This morning Orexigen Therapeutics became the second of the three leaders in the obesity drug race to partner with a larger company. They’ve successfully courted Takeda, which now gets exclusive marketing rights to obesity drug Contrave in the U.S., Canada, and Mexico, if the drug gets regulatory approval. Orexigen’s shares soared on the news, first released in the pre-dawn hours this morning.
In the deal, Orexigen gets $50 million upfront from Takeda and could nab up to $1 billion more, depending on whether Contrave meets certain regulatory and sales milestones.
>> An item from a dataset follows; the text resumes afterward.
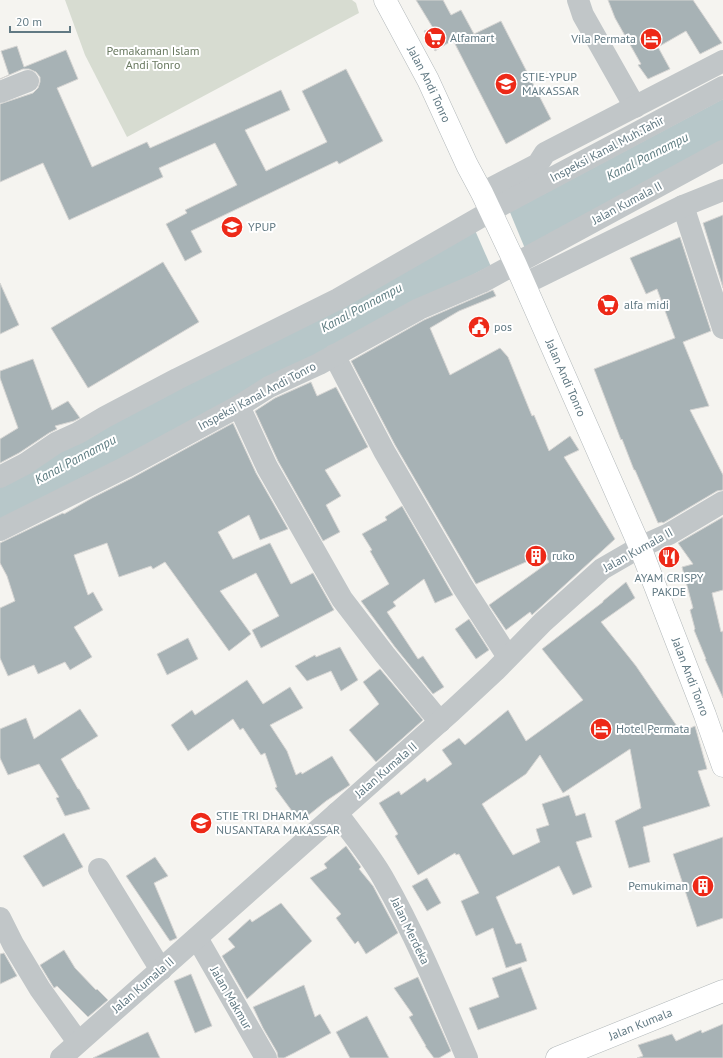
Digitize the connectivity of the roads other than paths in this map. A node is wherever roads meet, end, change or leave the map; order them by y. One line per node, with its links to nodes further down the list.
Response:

Further details about the agreement are available on an Orexigen press release.
Contrave refresher: Contrave is a combination of two drugs already on the market: naltrexone, which is typically used to manage alcohol or opioid dependence, and the antidepressant bupropion. Orexigen’s developed a sustained-release formulation of those active ingredients. This is thought to alleviate the nausea that cropped up in clinical trials, but also could come in handy in terms of real-world prescriptions if the drug is approved. People might want to save money by taking the generic versions of Contrave’s two components but it isn’t clear how that would work for them.
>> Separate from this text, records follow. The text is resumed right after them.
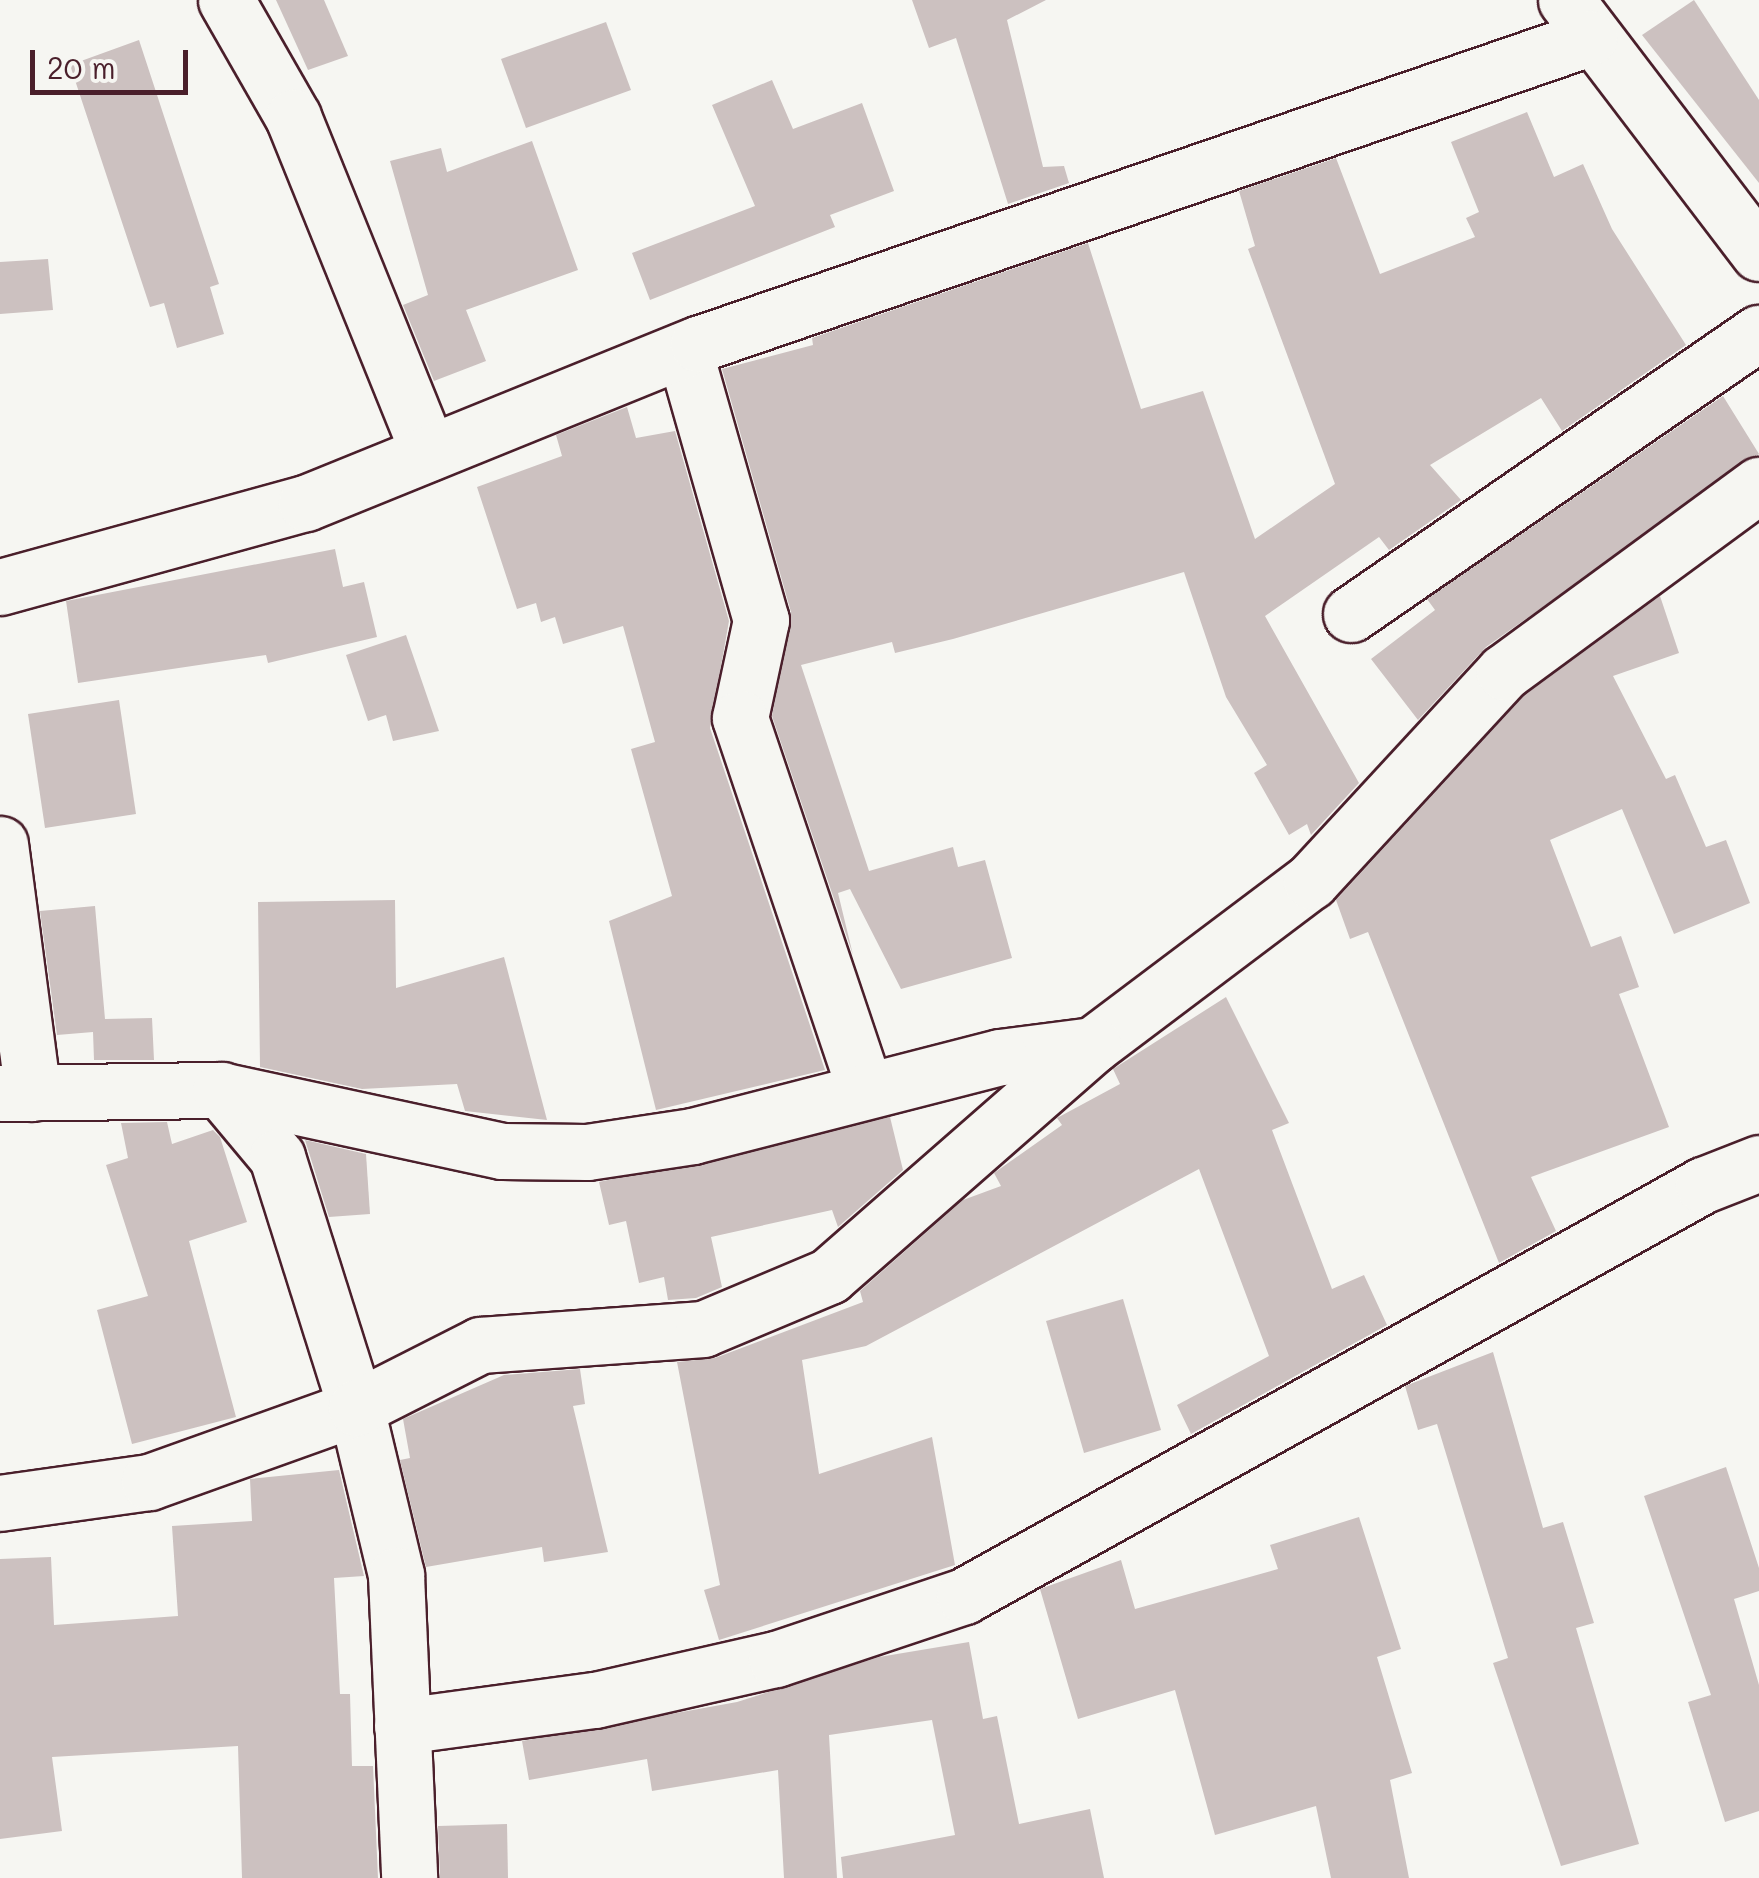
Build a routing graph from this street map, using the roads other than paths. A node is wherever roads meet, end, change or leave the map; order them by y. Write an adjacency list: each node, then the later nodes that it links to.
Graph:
1 (226, 0): 6 (street)
2 (1578, 19): 3 (street); 5 (street)
3 (1759, 252)
4 (1759, 333): 9 (street)
5 (684, 350): 6 (street); 13 (street)
6 (429, 454): 8 (street)
7 (1759, 486): 11 (street)
8 (0, 587)
9 (1351, 614)
10 (0, 844): 14 (street)
11 (1093, 1045): 13 (street); 16 (street)
12 (221, 1090): 13 (street); 14 (street); 16 (street)
13 (865, 1090)
14 (16, 1093)
15 (1759, 1163): 18 (street)
16 (356, 1408): 17 (street); 18 (street)
17 (0, 1503)
18 (402, 1726): 19 (street)
19 (409, 1878)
In July we covered the first partnership deal in the obesity drug race, that of Eisai and Arena Pharmaceuticals, which is developing the obesity drug candidate lorcaserin. It’s worth stepping back to compare and contrast the deals.
At a glance, much looks the same. U.S.-based biotech company developing a potential obesity medication partners with a company based out of Japan. Biotech gets $50 mil upfront, with a tantalizing promise of more if certain milestones are met.
But Arena’s press release about the Eisai deal contains a few more specifics about pricing. I don’t see comparable language in the Orexigen release. From Arena’s release:
Under the terms of the agreement, Arena will receive an upfront payment of $50 million from Eisai and, upon regulatory approval and the delivery of product supply for launch, up to an additional $90 million in milestone payments. Arena will sell lorcaserin to Eisai for a purchase price starting at 31.5% of Eisai’s annual net product sales, and the purchase price will increase on a tiered basis to as high as 36.5% on the portion of annual net product sales exceeding $750 million. Arena is also eligible to receive $1.16 billion in one-time purchase price adjustment payments based on annual sales levels of lorcaserin and up to an additional $70 million in regulatory and development milestone payments.
John Carroll of FierceBiotech noticed something’s been missing from the obesity drug deals: U.S. companies.
Noticeably absent from the deal-making are the U.S. pharma companies, several of which have been badly burned by obesity drugs’ troubled safety record.
He also noted that none of the three contenders has landed “a blockbuster-sized upfront check–a sign of the serious concerns about potential safety issues at the agency.”
Now that Orexigen and Arena have both found partners for their obesity drugs, you have to wonder whether Vivus will ink a deal for its obesity drug Qnexa. If safety truly is king in the minds of potential partners, then July’s FDA panel thumbs-down for Qnexa has to be a disappointment. Still, FDA doesn’t always follow a panel’s recommendation, so it will be interesting to watch what happens next.
Bonus ‘mark your calendar’ content: Sept. 16th is the day that the FDA’s panel will meet to discuss Arena’s lorcaserin. This could give us something to compare the Qnexa decision to and give us a better idea of how the obesity race will shake out. So stay tuned.
UPDATE 10:37 AM 9/2: Added $OREX stock link.
UPDATE 1:58 PM 9/2: Healthcare-focused investment banking firm Leerink Swann released a note to investors today, wherein analysts Steve Y. Yoo and Joshua Schimmer called the terms of the deal “excellent,” adding “We see this as an important derisking event from the commercial perspective, as Takeda is a well-funded company with good experience in the metabolic space (Actos) and clearly focused on obesity ([Amylin Pharmaceuticals] development partnership).”
Takeda’s partnership with Amylin includes an exclusive license on Amylin’s obesity drug candidate. Like Orexigen’s Contrave, Amylin’s leading drug is also a combo, but of two different entities, metreleptin and pramlintide.